Bob finishes making his burger only to realize that his family went to Jimmy Pesto's. Bob goes over, wearing Gene's burger suit with the burgers as samples. Bob gives the customers burgers and ends up having a fight with Jimmy outside the building. Mr. Fischoeder arrives after Bob and Jimmy have stopped fighting, and he lets them and the others go to Bob's Burgers to get the rent. Bob claims that he does not have the rent money, so Mr. Fischoeder announces the restaurant lease will not be renewed. However, as he is doing so, he smells the Meatsiah burgers and tastes them. Mr. Fischoeder realizes that Bob does not care about high-volume business, but rather, cares about the quality of his food, so he lets the restaurant lease be extended under some circumstances.

The episode ends with Gene playing music, and Tina slow dancing with Jimmy Jr., Then Louise realizes that the voodoo has worked, as Gene finally got to play to a live audience, Tina was finally able to dance with Jimmy Pesto's son, then Louise believed to be God. Andy and Ollie get out of the basement and dance along with the other dancing customers as Jimmy Sr. angrily walks back to his restaurant.

==Reception==
In its original American broadcasting, "Burger War" was viewed by an estimated 4.00 million viewers and received a 1.9 rating/5% share among adults between the ages of 18 and 49, a drop from the previous episode; and became the lowest rated episode of the season despite being the second lowest rated episode of that night, beating American Dad that night.

Rowan Kaiser of The A.V. Club gave the episode a B+, saying "The minor serialization—world-building might be a better phrase for it—of the show comes into play here.
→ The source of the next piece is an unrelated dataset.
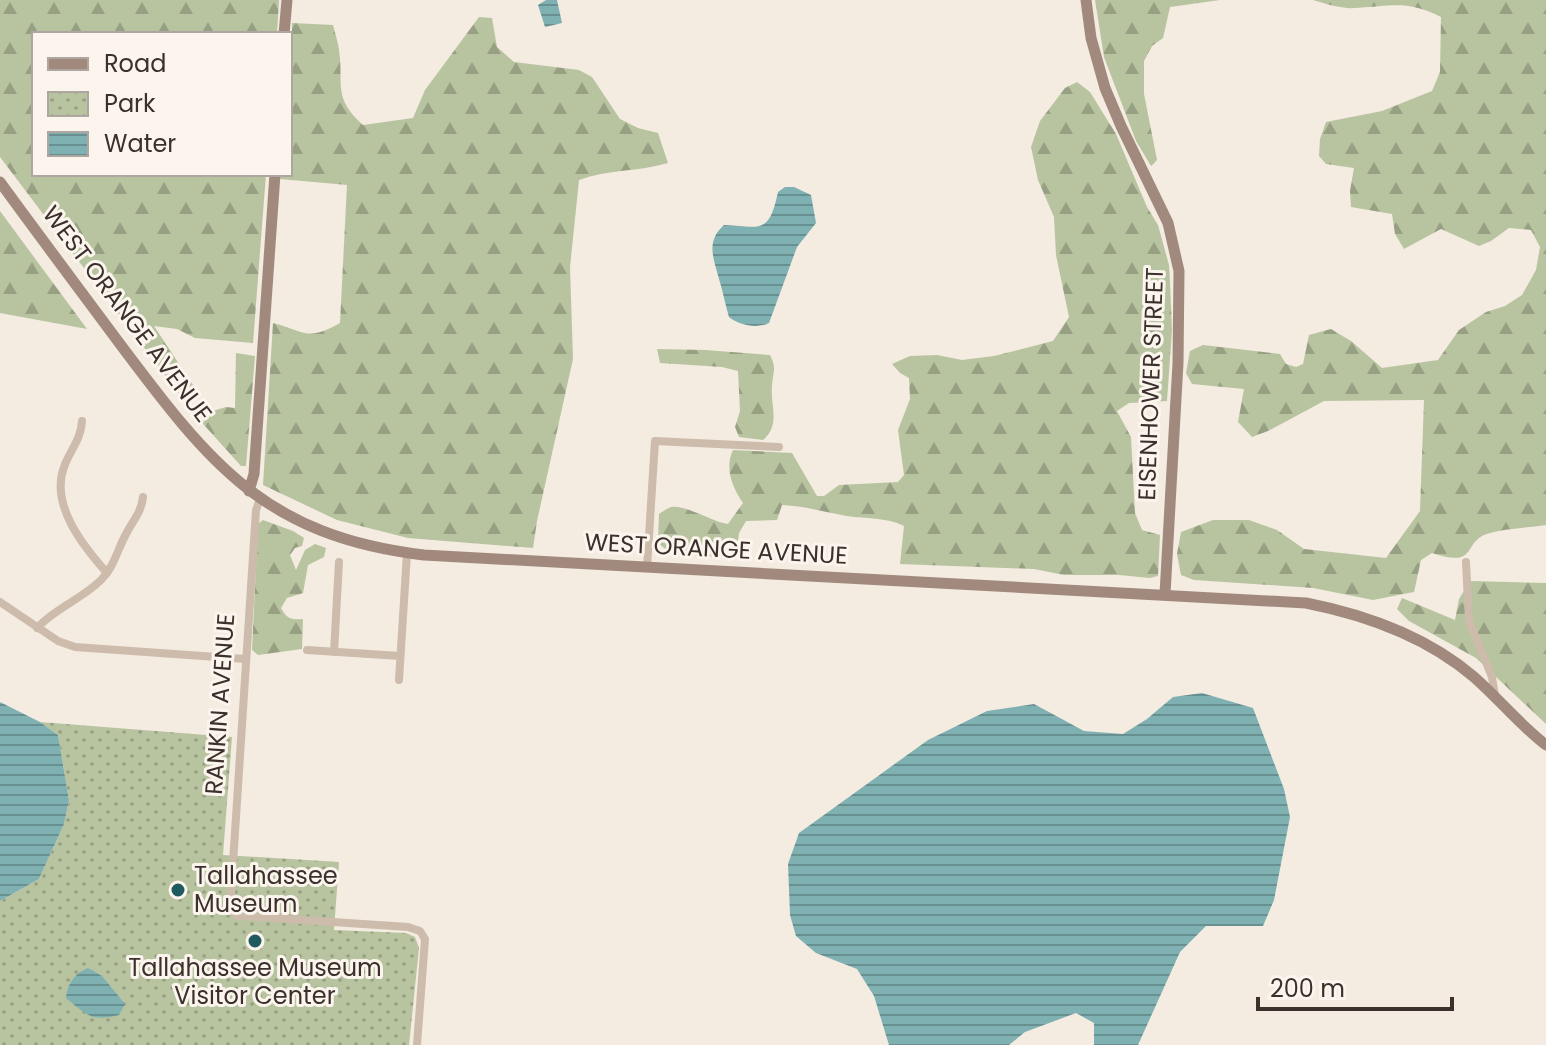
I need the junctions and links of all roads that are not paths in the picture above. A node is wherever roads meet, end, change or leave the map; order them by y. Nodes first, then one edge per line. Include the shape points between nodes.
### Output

Many one-off characters return, including Fischoeder and the twins, and their roles are expanded, their stories brought into sync with the absurd psychology of the Belcher clan. Louise brings Ollie and Andy into a voodoo plot. Tina wants to slow-dance with Jimmy Jr., who has made that his life, and Gene wants to be a musician. It all ends up being a big, bizarre mess but a pleasant one, held together largely by Kristen Schaal's always excellent voice-acting, as well as Kevin Kline, who gets into the swing of things by the end of the episode."